Jorge Martin fuhr im MotoGP-Sprint von Thailand am Rande einer Strafe. Gleich drei Mal kam er von der Strecke ab, entging aufgrund diverser Regelungen aber dennoch einer Longlap-Penalty und musste auch bei keinem seiner beiden Manöver gegen Francesco Bagnaia die Position zurückgeben. Warum diese Entscheidungen der Stewards korrekt waren, erklären wir hier.

Francesco Bagnaia verblufft: Habe vier Vergehen gezählt!

Martin wurde so schlussendlich Zweiter, Bagnaia Dritter. Martin baute seinen Vorsprung in der Weltmeisterschaft gegenüber seinem Rivalen damit um zwei weitere Punkte auf insgesamt 22 Zähler aus. Bagnaia zeigte sich nach dem Sprint frustriert und gleichzeitig verwundert darüber, dass Martin trotz des mehrmaligen Verlassens der Strecke ohne Strafe davonkam.

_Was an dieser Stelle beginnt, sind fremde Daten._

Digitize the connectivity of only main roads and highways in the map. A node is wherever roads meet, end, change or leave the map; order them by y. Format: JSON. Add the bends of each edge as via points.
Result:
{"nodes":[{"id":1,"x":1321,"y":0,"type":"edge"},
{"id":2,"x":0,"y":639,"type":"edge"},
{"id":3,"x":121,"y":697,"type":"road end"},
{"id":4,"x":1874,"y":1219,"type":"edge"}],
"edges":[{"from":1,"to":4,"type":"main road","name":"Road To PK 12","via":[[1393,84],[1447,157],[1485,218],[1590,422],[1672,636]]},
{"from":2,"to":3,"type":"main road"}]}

"Ehrlich gesagt, habe ich vier Vergehen gezählt. Als er zwei hatte, dachte ich: 'Okay, eines noch und er bekommt eine Strafe.' Dann habe ich zwei weitere gezählt. Aber vielleicht ist mir da auch ein Fehler unterlaufen, denn ich konnte es nicht wirklich sehen. Wenn er keine Strafe bekommen hat, waren es wohl nur zwei."

Jorge Martin kontert Bagnaias Vorwurf

Angesprochen auf Bagnaias inoffizielle Track-Limits-Zählung antwortete Martin sarkastisch: "Vielleicht waren es ja sogar acht!" Der WM-Leader schilderte anschließend seine Sicht der Dinge. "Ich bin in Kurve eins weit gegangen, aber wenn ich das nicht gemacht hätte, wären Pecco und ich kollidiert. Da ist die Auslaufzone aber ohnehin blau markiert (in diesem Fall werden keine Track-Limit-Vergehen geahndet, Anm.). Die Regeln sind die Regeln. Grün ist grün und blau ist blau. Ich glaube, dass ich die Track Limits nur einmal missachtet habe (tatsächlich waren es zwei von zwei erlaubten Vergehen, Anm.)."

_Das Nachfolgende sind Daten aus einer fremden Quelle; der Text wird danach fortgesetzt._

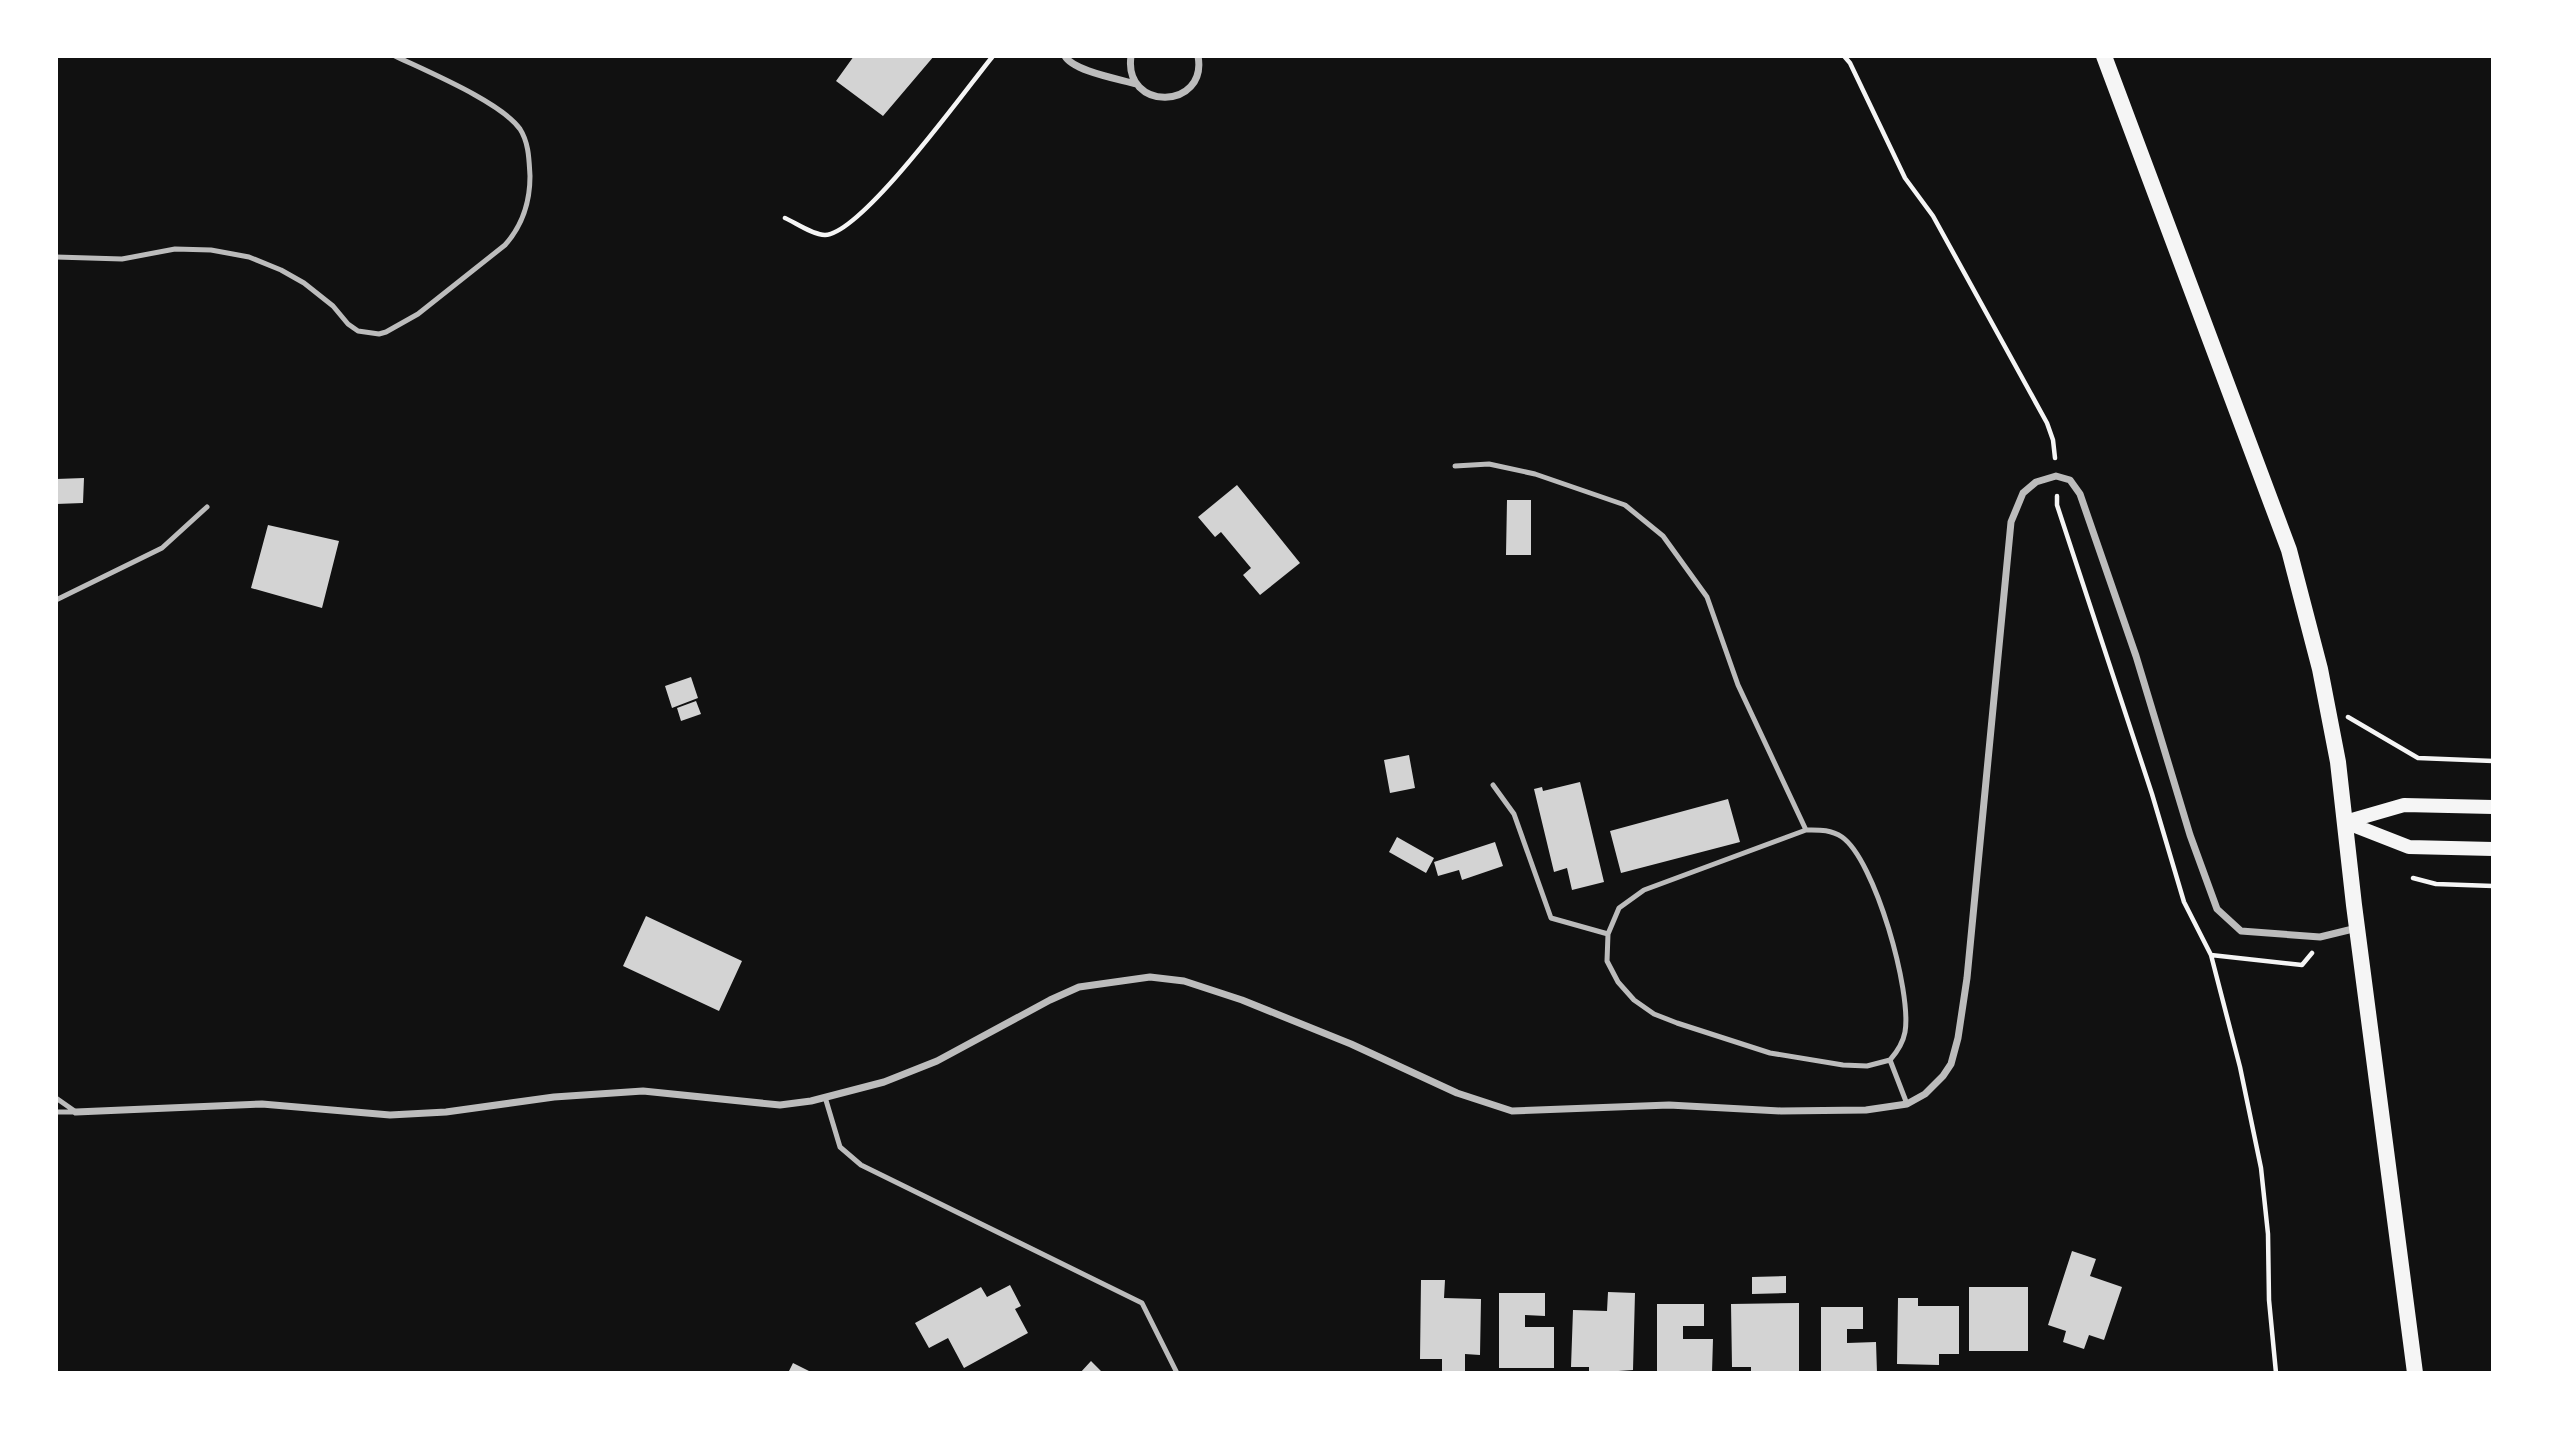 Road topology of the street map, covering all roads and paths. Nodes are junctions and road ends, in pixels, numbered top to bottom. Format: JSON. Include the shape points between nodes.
{"nodes":[{"id":1,"x":395,"y":56,"type":"edge"},
{"id":2,"x":993,"y":56,"type":"edge"},
{"id":3,"x":1065,"y":56,"type":"edge"},
{"id":4,"x":1131,"y":56,"type":"edge"},
{"id":5,"x":1198,"y":56,"type":"edge"},
{"id":6,"x":1844,"y":56,"type":"edge"},
{"id":7,"x":2104,"y":56,"type":"edge"},
{"id":8,"x":1136,"y":84,"type":"junction"},
{"id":9,"x":785,"y":218,"type":"dead end"},
{"id":10,"x":56,"y":257,"type":"edge"},
{"id":11,"x":2055,"y":458,"type":"dead end"},
{"id":12,"x":1455,"y":466,"type":"dead end"},
{"id":13,"x":2057,"y":496,"type":"dead end"},
{"id":14,"x":207,"y":507,"type":"dead end"},
{"id":15,"x":56,"y":600,"type":"edge"},
{"id":16,"x":2327,"y":705,"type":"junction"},
{"id":17,"x":2493,"y":761,"type":"edge"},
{"id":18,"x":1493,"y":785,"type":"dead end"},
{"id":19,"x":2493,"y":807,"type":"edge"},
{"id":20,"x":2345,"y":821,"type":"junction"},
{"id":21,"x":1805,"y":830,"type":"junction"},
{"id":22,"x":2493,"y":849,"type":"edge"},
{"id":23,"x":2413,"y":877,"type":"dead end"},
{"id":24,"x":2493,"y":886,"type":"edge"},
{"id":25,"x":2357,"y":928,"type":"junction"},
{"id":26,"x":1608,"y":934,"type":"junction"},
{"id":27,"x":2312,"y":953,"type":"dead end"},
{"id":28,"x":2211,"y":955,"type":"junction"},
{"id":29,"x":1890,"y":1060,"type":"junction"},
{"id":30,"x":825,"y":1097,"type":"junction"},
{"id":31,"x":56,"y":1098,"type":"edge"},
{"id":32,"x":1907,"y":1104,"type":"junction"},
{"id":33,"x":56,"y":1112,"type":"edge"},
{"id":34,"x":76,"y":1112,"type":"junction"},
{"id":35,"x":1177,"y":1373,"type":"edge"},
{"id":36,"x":2276,"y":1373,"type":"edge"},
{"id":37,"x":2415,"y":1373,"type":"edge"}],
"edges":[{"from":1,"to":10,"type":"lane","via":[[511,120],[527,147],[530,176],[523,217],[514,235],[418,314],[379,334],[358,331],[293,276],[227,252],[175,249],[122,259]]},
{"from":2,"to":9,"type":"path","via":[[899,174],[856,219],[840,231],[823,235]]},
{"from":3,"to":8,"type":"street","via":[[1069,63]]},
{"from":4,"to":8,"type":"street"},
{"from":5,"to":8,"type":"street","via":[[1195,81],[1178,96],[1155,97]]},
{"from":6,"to":11,"type":"path","via":[[1905,178],[1933,216],[2047,423]]},
{"from":7,"to":16,"type":"main road","via":[[2289,551]]},
{"from":12,"to":21,"type":"lane","via":[[1489,464],[1535,474],[1625,505],[1662,536],[1707,597],[1738,685]]},
{"from":13,"to":28,"type":"path","via":[[2184,902]]},
{"from":14,"to":15,"type":"lane","via":[[162,548]]},
{"from":16,"to":17,"type":"path","via":[[2418,758]]},
{"from":16,"to":20,"type":"main road"},
{"from":18,"to":26,"type":"lane","via":[[1514,814],[1550,918]]},
{"from":19,"to":20,"type":"main road","via":[[2404,805]]},
{"from":20,"to":22,"type":"main road","via":[[2409,847]]},
{"from":20,"to":25,"type":"main road"},
{"from":21,"to":26,"type":"lane","via":[[1644,891],[1619,908]]},
{"from":21,"to":29,"type":"lane","via":[[1827,830],[1856,850],[1895,946],[1905,1031]]},
{"from":23,"to":24,"type":"path","via":[[2436,884]]},
{"from":25,"to":32,"type":"street","via":[[2320,937],[2241,931],[2217,909],[2080,494],[2070,480],[2056,476],[2036,482],[2023,493],[2011,522],[1968,978],[1958,1038],[1943,1076]]},
{"from":25,"to":37,"type":"main road"},
{"from":26,"to":29,"type":"lane","via":[[1608,961],[1618,982],[1654,1014],[1770,1053],[1843,1065],[1867,1066]]},
{"from":27,"to":28,"type":"path","via":[[2302,965]]},
{"from":28,"to":36,"type":"path","via":[[2241,1067],[2261,1168]]},
{"from":29,"to":32,"type":"lane"},
{"from":30,"to":32,"type":"street","via":[[884,1082],[937,1061],[1079,987],[1150,977],[1184,981],[1241,1000],[1457,1093],[1512,1111],[1670,1105],[1866,1110]]},
{"from":30,"to":34,"type":"street","via":[[780,1105],[621,1091],[390,1115],[262,1104]]},
{"from":30,"to":35,"type":"lane","via":[[840,1147],[861,1165],[1143,1303]]},
{"from":31,"to":34,"type":"lane"},
{"from":33,"to":34,"type":"lane"}]}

Martin gibt deshalb bereits seine wohl nicht ganz erst gemeinte Taktik für das Rennen am Sonntag aus: "Da gibt es bei fünf Vergehen eine Strafe, also muss ich die Strecke wohl vier Mal verlassen." Aufgrund der unterschiedlichen Renndistanzen sind im Sprint ja nur zwei Vergehen erlaubt, während die Fahrer im Grand Prix vier Mal die Track-Limits missachten dürfen.